▸ **Goal of the exercise**: Reproduce every record below exactly, without the pictures.

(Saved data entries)
⁂

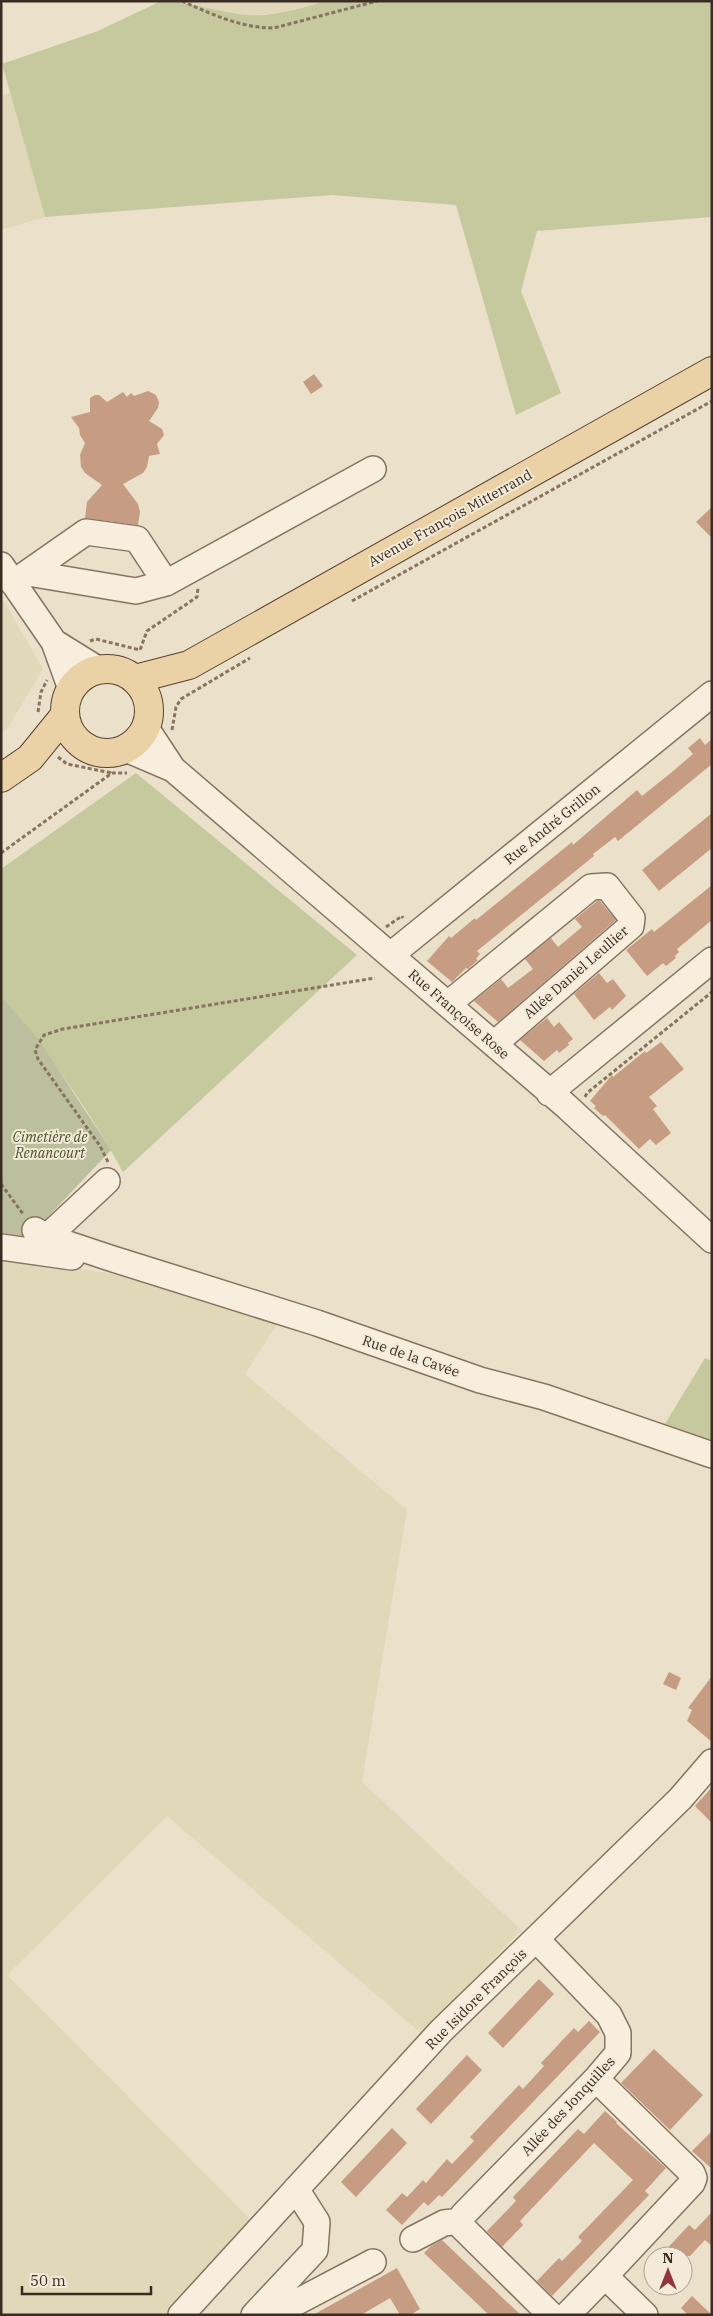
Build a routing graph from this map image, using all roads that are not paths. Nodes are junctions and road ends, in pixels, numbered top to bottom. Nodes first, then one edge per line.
1 (712, 371) edge
2 (373, 469) dead end
3 (14, 573) edge
4 (166, 583) junction
5 (54, 642) junction
6 (189, 665) junction
7 (99, 670) junction
8 (135, 679) junction
9 (61, 694) junction
10 (712, 694) edge
11 (156, 724) junction
12 (126, 749) junction
13 (69, 750) junction
14 (30, 758) junction
15 (173, 769) junction
16 (1, 778) edge
17 (392, 954) junction
18 (712, 960) edge
19 (448, 1004) junction
20 (494, 1044) junction
21 (549, 1093) junction
22 (107, 1181) road end
23 (712, 1240) edge
24 (1, 1247) edge
25 (110, 1258) junction
26 (712, 1455) edge
27 (712, 1762) edge
28 (536, 1939) junction
29 (596, 2080) junction
30 (703, 2182) edge
31 (296, 2189) junction
32 (461, 2220) junction
33 (413, 2238) dead end
34 (373, 2262) dead end
35 (605, 2276) junction
36 (258, 2311) edge
37 (181, 2315) edge
38 (551, 2315) edge
39 (568, 2315) edge
40 (645, 2315) edge

1 - 6 main road, Avenue François Mitterrand
2 - 4 street
3 - 4 street
3 - 4 street
3 - 5 street
5 - 7 street
5 - 9 street
6 - 8 main road, Avenue François Mitterrand
6 - 11 main road, Avenue François Mitterrand
7 - 8 main road
7 - 9 main road
8 - 11 main road
9 - 13 main road
9 - 14 main road
10 - 17 street, Rue André Grillon
11 - 12 main road
11 - 15 street
12 - 13 main road
12 - 15 street
13 - 14 main road
14 - 16 main road
15 - 17 street, Rue Françoise Rose
17 - 19 street, Rue Françoise Rose
18 - 21 street
19 - 20 street, Rue Françoise Rose
19 - 20 street, Allée Daniel Leullier
20 - 21 street, Rue Françoise Rose
21 - 23 street, Rue Françoise Rose
22 - 25 street
24 - 25 street
25 - 26 street, Rue de la Cavée
27 - 28 street, Rue Isidore François
28 - 29 street, Allée des Jonquilles
28 - 31 street, Rue Isidore François
29 - 30 street
29 - 32 street, Allée des Jonquilles
30 - 35 street
31 - 36 street
31 - 37 street, Rue Isidore François
32 - 33 street
32 - 38 street
34 - 36 street
35 - 39 street
35 - 40 street

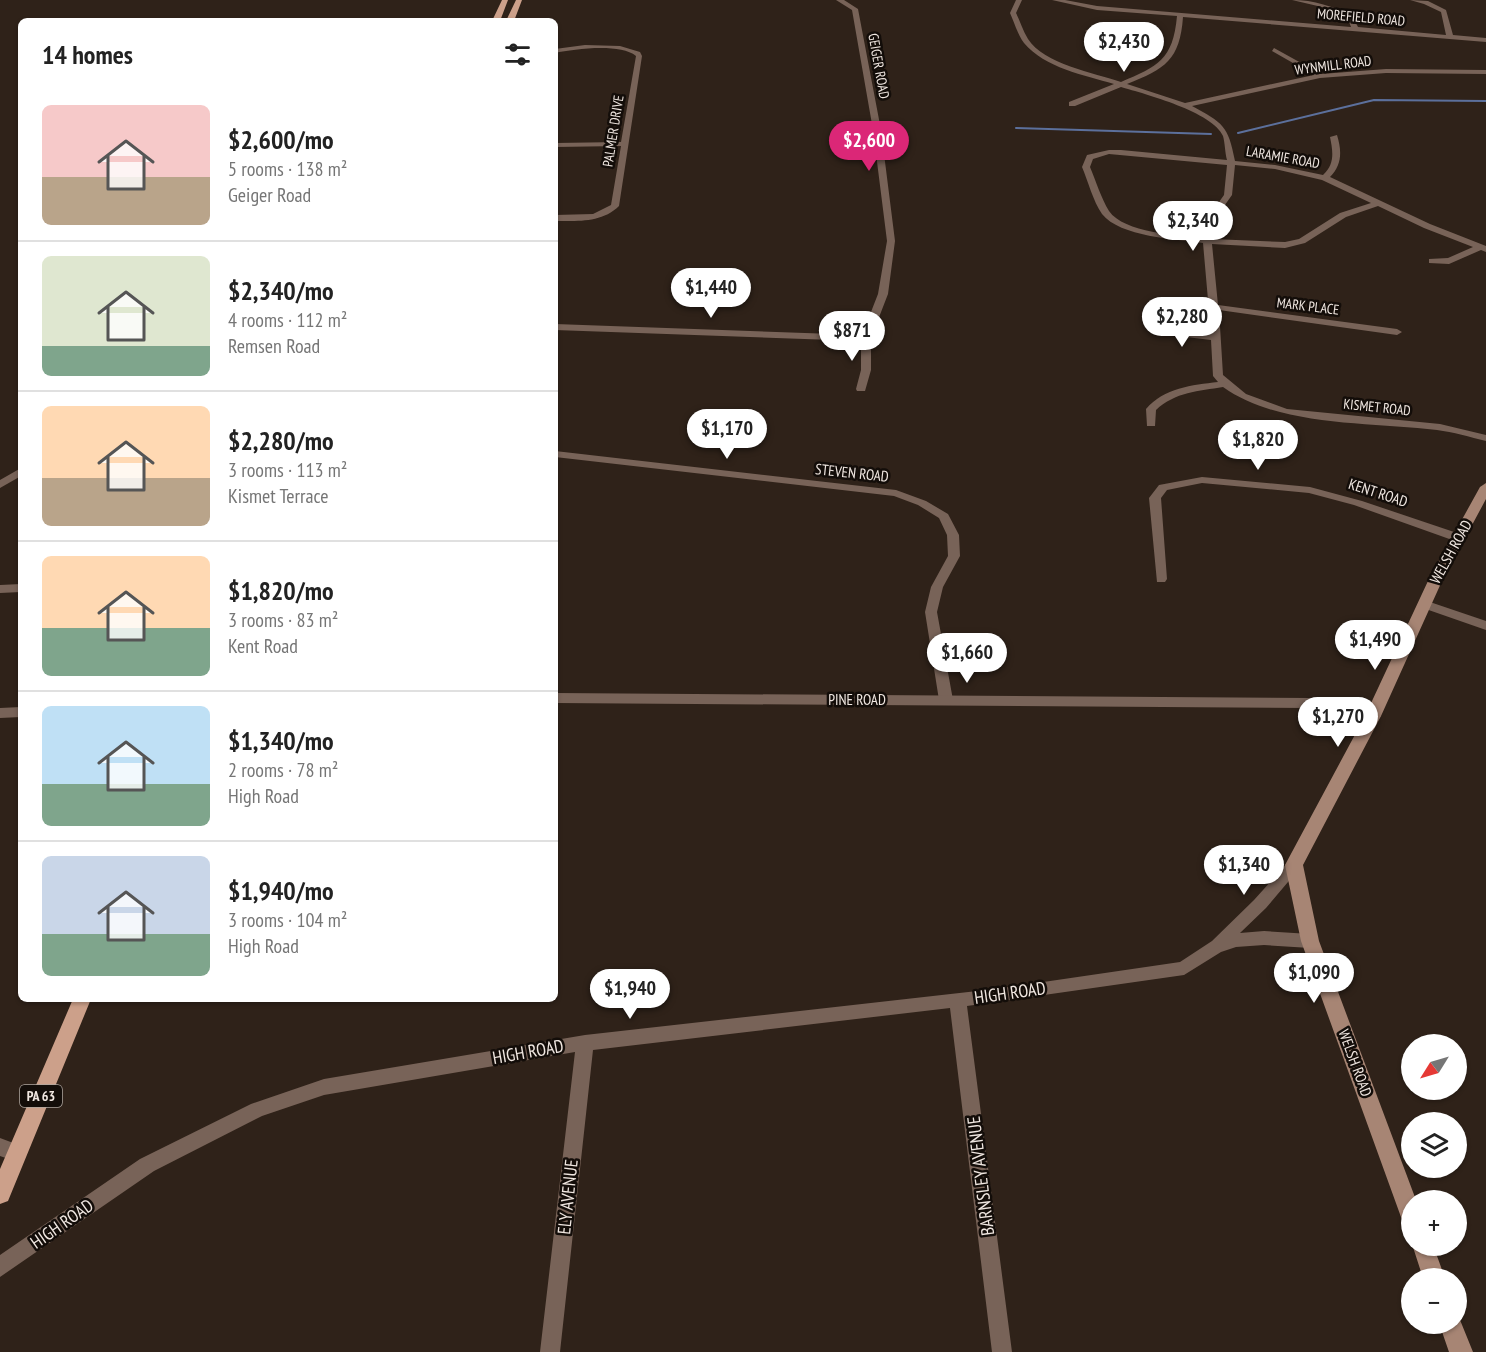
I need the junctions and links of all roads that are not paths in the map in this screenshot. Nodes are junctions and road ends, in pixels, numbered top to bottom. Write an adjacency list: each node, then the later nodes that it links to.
1 (505, 0): 10 (main road)
2 (519, 0): 11 (main road)
3 (842, 0): 39 (street, GEIGER ROAD)
4 (1019, 0): 22 (street)
5 (1055, 0): 8 (street, MOREFIELD ROAD)
6 (1295, 0): 13 (street)
7 (1413, 0): 14 (street)
8 (1097, 8): 9 (street, MOREFIELD ROAD); 12 (street)
9 (1180, 15): 13 (street, MOREFIELD ROAD); 22 (street)
10 (497, 18)
11 (511, 18)
12 (1091, 28)
13 (1355, 29): 14 (street, MOREFIELD ROAD)
14 (1450, 37): 15 (street, MOREFIELD ROAD)
15 (1486, 40)
16 (558, 50): 26 (street, PALMER DRIVE)
17 (1274, 50): 21 (street)
18 (1377, 65): 19 (street)
19 (1386, 71): 20 (street, WYNMILL ROAD); 21 (street, WYNMILL ROAD)
20 (1486, 72)
21 (1320, 76): 24 (street, WYNMILL ROAD)
22 (1119, 85): 23 (street); 24 (street)
23 (1071, 104)
24 (1185, 105): 28 (street)
25 (1335, 137): 29 (street)
26 (625, 144): 27 (street); 31 (street, PALMER DRIVE)
27 (558, 145)
28 (1231, 162): 29 (street, LARAMIE ROAD); 32 (street); 32 (street, LARAMIE ROAD)
29 (1325, 178): 30 (street, LARAMIE ROAD)
30 (1377, 204): 32 (street); 33 (street, LARAMIE ROAD)
31 (558, 218)
32 (1207, 241): 35 (street)
33 (1483, 248): 34 (street)
34 (1432, 261)
35 (1215, 307): 38 (street, MARK PLACE); 40 (street)
36 (558, 327): 39 (street)
37 (1153, 330): 40 (street)
38 (1397, 332)
39 (866, 338): 42 (street, GEIGER ROAD)
40 (1215, 338): 41 (street)
41 (1225, 384): 43 (street); 44 (street, KISMET ROAD)
42 (861, 389)
43 (1151, 424)
44 (1486, 438)
45 (558, 454): 56 (street, STEVEN ROAD)
46 (18, 473): 47 (street)
47 (0, 485)
48 (1486, 487): 49 (main road, WELSH ROAD)
49 (1459, 537): 50 (street, KENT ROAD); 53 (main road, WELSH ROAD)
50 (1161, 579)
51 (18, 588): 52 (street)
52 (0, 589)
53 (1424, 604): 54 (street); 59 (main road, WELSH ROAD)
54 (1486, 626)
55 (558, 698): 56 (street, PINE ROAD)
56 (946, 700): 59 (street, PINE ROAD)
57 (18, 712): 58 (street)
58 (0, 713)
59 (1373, 716): 60 (main road, WELSH ROAD)
60 (1294, 865): 61 (main road, WELSH ROAD); 62 (street)
61 (1310, 941): 62 (street, HIGH ROAD); 67 (main road, WELSH ROAD)
62 (1215, 947): 63 (street, HIGH ROAD)
63 (958, 1000): 65 (street, HIGH ROAD); 72 (street, BARNSLEY AVENUE)
64 (81, 1002): 66 (main road, PA 63)
65 (585, 1043): 69 (street, HIGH ROAD); 71 (street, ELY AVENUE)
66 (8, 1150): 68 (main road, PA 63)
67 (1402, 1190)
68 (0, 1194)
69 (0, 1267)
70 (1454, 1334): 73 (main road)
71 (550, 1352)
72 (1002, 1352)
73 (1461, 1352)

⁂

▸ **The completed task**:
Build a routing graph from this map image, using all roads that are not paths. Nodes are junctions and road ends, in pixels, numbered top to bottom. Nodes first, then one edge per line.
1 (712, 371) edge
2 (373, 469) dead end
3 (14, 573) edge
4 (166, 583) junction
5 (54, 642) junction
6 (189, 665) junction
7 (99, 670) junction
8 (135, 679) junction
9 (61, 694) junction
10 (712, 694) edge
11 (156, 724) junction
12 (126, 749) junction
13 (69, 750) junction
14 (30, 758) junction
15 (173, 769) junction
16 (1, 778) edge
17 (392, 954) junction
18 (712, 960) edge
19 (448, 1004) junction
20 (494, 1044) junction
21 (549, 1093) junction
22 (107, 1181) road end
23 (712, 1240) edge
24 (1, 1247) edge
25 (110, 1258) junction
26 (712, 1455) edge
27 (712, 1762) edge
28 (536, 1939) junction
29 (596, 2080) junction
30 (703, 2182) edge
31 (296, 2189) junction
32 (461, 2220) junction
33 (413, 2238) dead end
34 (373, 2262) dead end
35 (605, 2276) junction
36 (258, 2311) edge
37 (181, 2315) edge
38 (551, 2315) edge
39 (568, 2315) edge
40 (645, 2315) edge

1 - 6 main road, Avenue François Mitterrand
2 - 4 street
3 - 4 street
3 - 4 street
3 - 5 street
5 - 7 street
5 - 9 street
6 - 8 main road, Avenue François Mitterrand
6 - 11 main road, Avenue François Mitterrand
7 - 8 main road
7 - 9 main road
8 - 11 main road
9 - 13 main road
9 - 14 main road
10 - 17 street, Rue André Grillon
11 - 12 main road
11 - 15 street
12 - 13 main road
12 - 15 street
13 - 14 main road
14 - 16 main road
15 - 17 street, Rue Françoise Rose
17 - 19 street, Rue Françoise Rose
18 - 21 street
19 - 20 street, Rue Françoise Rose
19 - 20 street, Allée Daniel Leullier
20 - 21 street, Rue Françoise Rose
21 - 23 street, Rue Françoise Rose
22 - 25 street
24 - 25 street
25 - 26 street, Rue de la Cavée
27 - 28 street, Rue Isidore François
28 - 29 street, Allée des Jonquilles
28 - 31 street, Rue Isidore François
29 - 30 street
29 - 32 street, Allée des Jonquilles
30 - 35 street
31 - 36 street
31 - 37 street, Rue Isidore François
32 - 33 street
32 - 38 street
34 - 36 street
35 - 39 street
35 - 40 street

I need the junctions and links of all roads that are not paths in the map in this screenshot. Nodes are junctions and road ends, in pixels, numbered top to bottom. Write an adjacency list: each node, then the later nodes that it links to.
1 (505, 0): 10 (main road)
2 (519, 0): 11 (main road)
3 (842, 0): 39 (street, GEIGER ROAD)
4 (1019, 0): 22 (street)
5 (1055, 0): 8 (street, MOREFIELD ROAD)
6 (1295, 0): 13 (street)
7 (1413, 0): 14 (street)
8 (1097, 8): 9 (street, MOREFIELD ROAD); 12 (street)
9 (1180, 15): 13 (street, MOREFIELD ROAD); 22 (street)
10 (497, 18)
11 (511, 18)
12 (1091, 28)
13 (1355, 29): 14 (street, MOREFIELD ROAD)
14 (1450, 37): 15 (street, MOREFIELD ROAD)
15 (1486, 40)
16 (558, 50): 26 (street, PALMER DRIVE)
17 (1274, 50): 21 (street)
18 (1377, 65): 19 (street)
19 (1386, 71): 20 (street, WYNMILL ROAD); 21 (street, WYNMILL ROAD)
20 (1486, 72)
21 (1320, 76): 24 (street, WYNMILL ROAD)
22 (1119, 85): 23 (street); 24 (street)
23 (1071, 104)
24 (1185, 105): 28 (street)
25 (1335, 137): 29 (street)
26 (625, 144): 27 (street); 31 (street, PALMER DRIVE)
27 (558, 145)
28 (1231, 162): 29 (street, LARAMIE ROAD); 32 (street); 32 (street, LARAMIE ROAD)
29 (1325, 178): 30 (street, LARAMIE ROAD)
30 (1377, 204): 32 (street); 33 (street, LARAMIE ROAD)
31 (558, 218)
32 (1207, 241): 35 (street)
33 (1483, 248): 34 (street)
34 (1432, 261)
35 (1215, 307): 38 (street, MARK PLACE); 40 (street)
36 (558, 327): 39 (street)
37 (1153, 330): 40 (street)
38 (1397, 332)
39 (866, 338): 42 (street, GEIGER ROAD)
40 (1215, 338): 41 (street)
41 (1225, 384): 43 (street); 44 (street, KISMET ROAD)
42 (861, 389)
43 (1151, 424)
44 (1486, 438)
45 (558, 454): 56 (street, STEVEN ROAD)
46 (18, 473): 47 (street)
47 (0, 485)
48 (1486, 487): 49 (main road, WELSH ROAD)
49 (1459, 537): 50 (street, KENT ROAD); 53 (main road, WELSH ROAD)
50 (1161, 579)
51 (18, 588): 52 (street)
52 (0, 589)
53 (1424, 604): 54 (street); 59 (main road, WELSH ROAD)
54 (1486, 626)
55 (558, 698): 56 (street, PINE ROAD)
56 (946, 700): 59 (street, PINE ROAD)
57 (18, 712): 58 (street)
58 (0, 713)
59 (1373, 716): 60 (main road, WELSH ROAD)
60 (1294, 865): 61 (main road, WELSH ROAD); 62 (street)
61 (1310, 941): 62 (street, HIGH ROAD); 67 (main road, WELSH ROAD)
62 (1215, 947): 63 (street, HIGH ROAD)
63 (958, 1000): 65 (street, HIGH ROAD); 72 (street, BARNSLEY AVENUE)
64 (81, 1002): 66 (main road, PA 63)
65 (585, 1043): 69 (street, HIGH ROAD); 71 (street, ELY AVENUE)
66 (8, 1150): 68 (main road, PA 63)
67 (1402, 1190)
68 (0, 1194)
69 (0, 1267)
70 (1454, 1334): 73 (main road)
71 (550, 1352)
72 (1002, 1352)
73 (1461, 1352)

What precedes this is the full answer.